◆ Record extracts
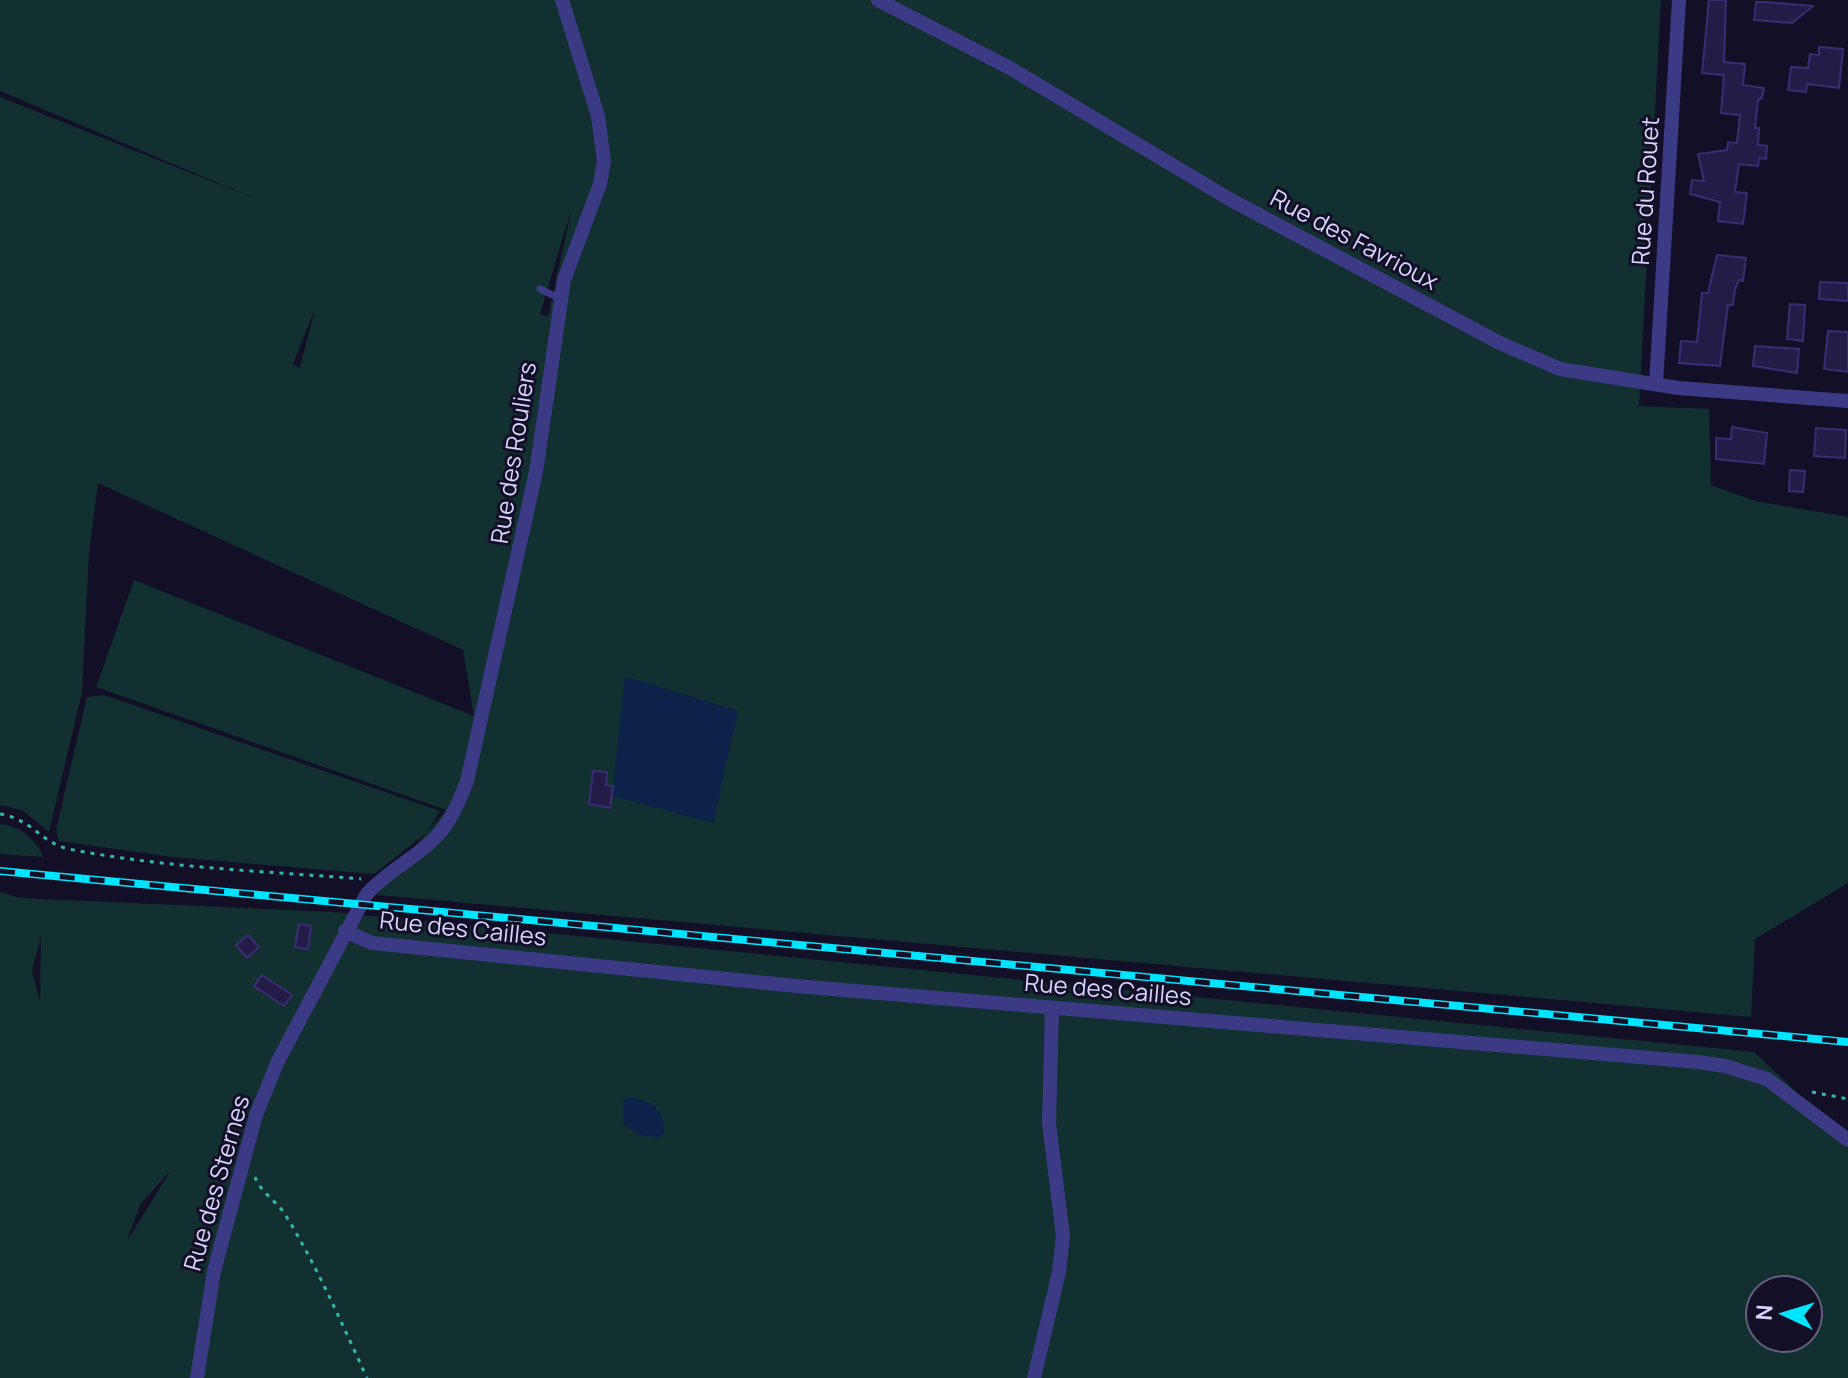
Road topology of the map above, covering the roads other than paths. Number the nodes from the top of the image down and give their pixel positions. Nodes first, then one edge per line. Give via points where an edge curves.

==

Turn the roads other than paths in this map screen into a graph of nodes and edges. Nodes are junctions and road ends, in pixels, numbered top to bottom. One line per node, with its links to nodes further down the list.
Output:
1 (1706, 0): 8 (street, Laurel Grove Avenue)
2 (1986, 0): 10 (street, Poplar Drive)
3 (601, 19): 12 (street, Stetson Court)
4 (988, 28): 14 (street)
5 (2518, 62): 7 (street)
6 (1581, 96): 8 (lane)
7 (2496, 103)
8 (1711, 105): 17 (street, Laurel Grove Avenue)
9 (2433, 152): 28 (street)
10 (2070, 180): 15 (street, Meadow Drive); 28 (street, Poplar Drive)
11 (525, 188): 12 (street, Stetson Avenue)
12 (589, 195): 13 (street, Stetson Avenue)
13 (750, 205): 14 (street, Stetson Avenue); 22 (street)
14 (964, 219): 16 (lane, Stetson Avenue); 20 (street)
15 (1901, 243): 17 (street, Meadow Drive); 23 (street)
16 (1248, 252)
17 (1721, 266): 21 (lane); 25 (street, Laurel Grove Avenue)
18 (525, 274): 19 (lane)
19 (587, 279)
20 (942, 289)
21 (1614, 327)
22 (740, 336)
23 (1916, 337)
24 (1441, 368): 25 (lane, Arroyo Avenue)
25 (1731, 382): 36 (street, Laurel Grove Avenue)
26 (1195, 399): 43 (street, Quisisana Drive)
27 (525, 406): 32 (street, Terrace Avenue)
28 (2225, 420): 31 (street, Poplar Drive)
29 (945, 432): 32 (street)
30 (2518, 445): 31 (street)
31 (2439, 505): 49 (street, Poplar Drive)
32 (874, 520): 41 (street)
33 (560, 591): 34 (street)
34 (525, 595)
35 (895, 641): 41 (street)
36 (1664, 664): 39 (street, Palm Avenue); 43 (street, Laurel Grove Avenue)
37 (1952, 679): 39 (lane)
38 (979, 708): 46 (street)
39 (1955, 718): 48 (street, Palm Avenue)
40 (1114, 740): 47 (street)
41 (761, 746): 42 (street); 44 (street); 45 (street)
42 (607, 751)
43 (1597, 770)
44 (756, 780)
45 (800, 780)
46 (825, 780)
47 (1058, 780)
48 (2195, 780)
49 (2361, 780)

◆ Work item
Give the number of lines that hold the word "Nodes" in these records, with nothing added.

◆ Result of the task
2